Qwest (Q) rallied after forecasting earnings at the top end of its projected range, though profits sank 6.2%.
IBM (IBM) increased its share repurchase plan.
Advanced Micro Devices (AMD) came under pressure after news reports said its its former chief executive officer, Hector Ruiz, was ensnared in the Galleon hedge fund insider trading scandal.
Goodyear Tire & Rubber (GT) shares skidded Wednesday after the company posted third-quarter earnings per share (EPS) of 30 cents, vs. 13 cents EPS one year earlier, despite a 15% sales drop. Goodyear said that that it sees fourth-quarter North American segment operating income lower than that of the third quarter on seasonal volume declines, a sequential increase in raw materials costs, and the timing of recognition of unabsorbed fixed costs.
Apollo Group (APOL) came under significant pressure after it said the Enforcement Division of the SEC has commenced an informal inquiry into the company's revenue recognition practices. Apollo noted it plans to cooperate fully, but the scope, duration and outcome of the inquiry cannot be determined at this time. In addition, BofA/Merrill downgraded Apollo shares to neutral from buy.

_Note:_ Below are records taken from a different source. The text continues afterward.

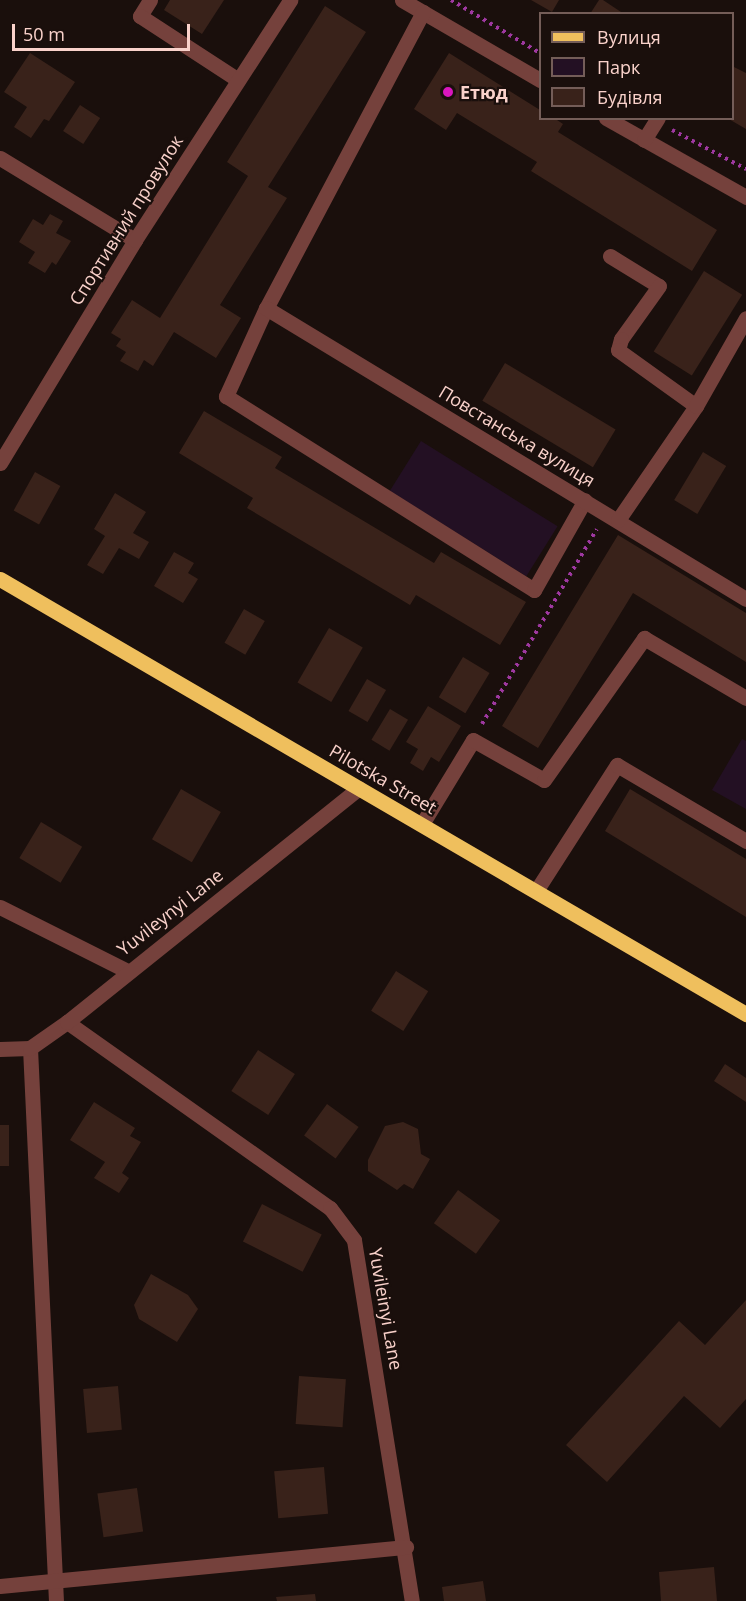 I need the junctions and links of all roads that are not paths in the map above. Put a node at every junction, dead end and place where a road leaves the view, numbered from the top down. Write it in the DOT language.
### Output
graph roads {
  1 [pos="150,0"];
  2 [pos="290,0"];
  3 [pos="402,0"];
  4 [pos="423,12"];
  5 [pos="539,79"];
  6 [pos="238,80"];
  7 [pos="609,120"];
  8 [pos="657,120"];
  9 [pos="644,140"];
  10 [pos="0,158"];
  11 [pos="746,197"];
  12 [pos="135,240"];
  13 [pos="610,256"];
  14 [pos="266,308"];
  15 [pos="746,318"];
  16 [pos="696,406"];
  17 [pos="0,463"];
  18 [pos="585,500"];
  19 [pos="612,516"];
  20 [pos="0,579"];
  21 [pos="746,599"];
  22 [pos="746,698"];
  23 [pos="359,788"];
  24 [pos="422,824"];
  25 [pos="746,841"];
  26 [pos="536,891"];
  27 [pos="0,907"];
  28 [pos="127,971"];
  29 [pos="746,1014"];
  30 [pos="67,1022"];
  31 [pos="30,1048"];
  32 [pos="0,1049"];
  33 [pos="406,1547"];
  34 [pos="55,1581"];
  35 [pos="0,1586"];
  36 [pos="56,1601"];
  37 [pos="412,1601"];
  1 -- 6 [label="street"];
  2 -- 6 [label="street, Спортивний провулок"];
  3 -- 4 [label="street"];
  4 -- 5 [label="street"];
  4 -- 14 [label="street"];
  6 -- 12 [label="street, Спортивний провулок"];
  7 -- 9 [label="street"];
  8 -- 9 [label="street"];
  9 -- 11 [label="street"];
  10 -- 12 [label="street"];
  12 -- 17 [label="street, Спортивний провулок"];
  13 -- 16 [label="street"];
  14 -- 18 [label="street, Повстанська вулиця"];
  14 -- 18 [label="street"];
  15 -- 16 [label="street"];
  16 -- 19 [label="street"];
  18 -- 19 [label="street, Повстанська вулиця"];
  19 -- 21 [label="street, Повстанська вулиця"];
  20 -- 23 [label="main road, Pilotska Street"];
  22 -- 24 [label="street"];
  23 -- 24 [label="main road, Pilotska Street"];
  23 -- 28 [label="street, Yuvileynyi Lane"];
  24 -- 26 [label="main road, Pilotska Street"];
  25 -- 26 [label="street"];
  26 -- 29 [label="main road, Pilotska Street"];
  27 -- 28 [label="street"];
  28 -- 30 [label="street, Yuvileynyi Lane"];
  30 -- 31 [label="street, Yuvileynyi Lane"];
  30 -- 33 [label="street, Yuvileinyi Lane"];
  31 -- 32 [label="street"];
  31 -- 34 [label="street"];
  33 -- 34 [label="street"];
  33 -- 37 [label="street, Yuvileinyi Lane"];
  34 -- 35 [label="street"];
  34 -- 36 [label="street"];
}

Yahoo (YHOO) shares lower as the company hosted an analyst day in San Francisco. CEO Carol Bartz said Yahoo's 6% operating margin is "unacceptable."
International Paper (IP) posted better-than-expected third-quarter EPS from operations of 37 cents (before special items), while the Street was looking for 24 cents. However, IP said fourth-quarter results would be "significantly lower."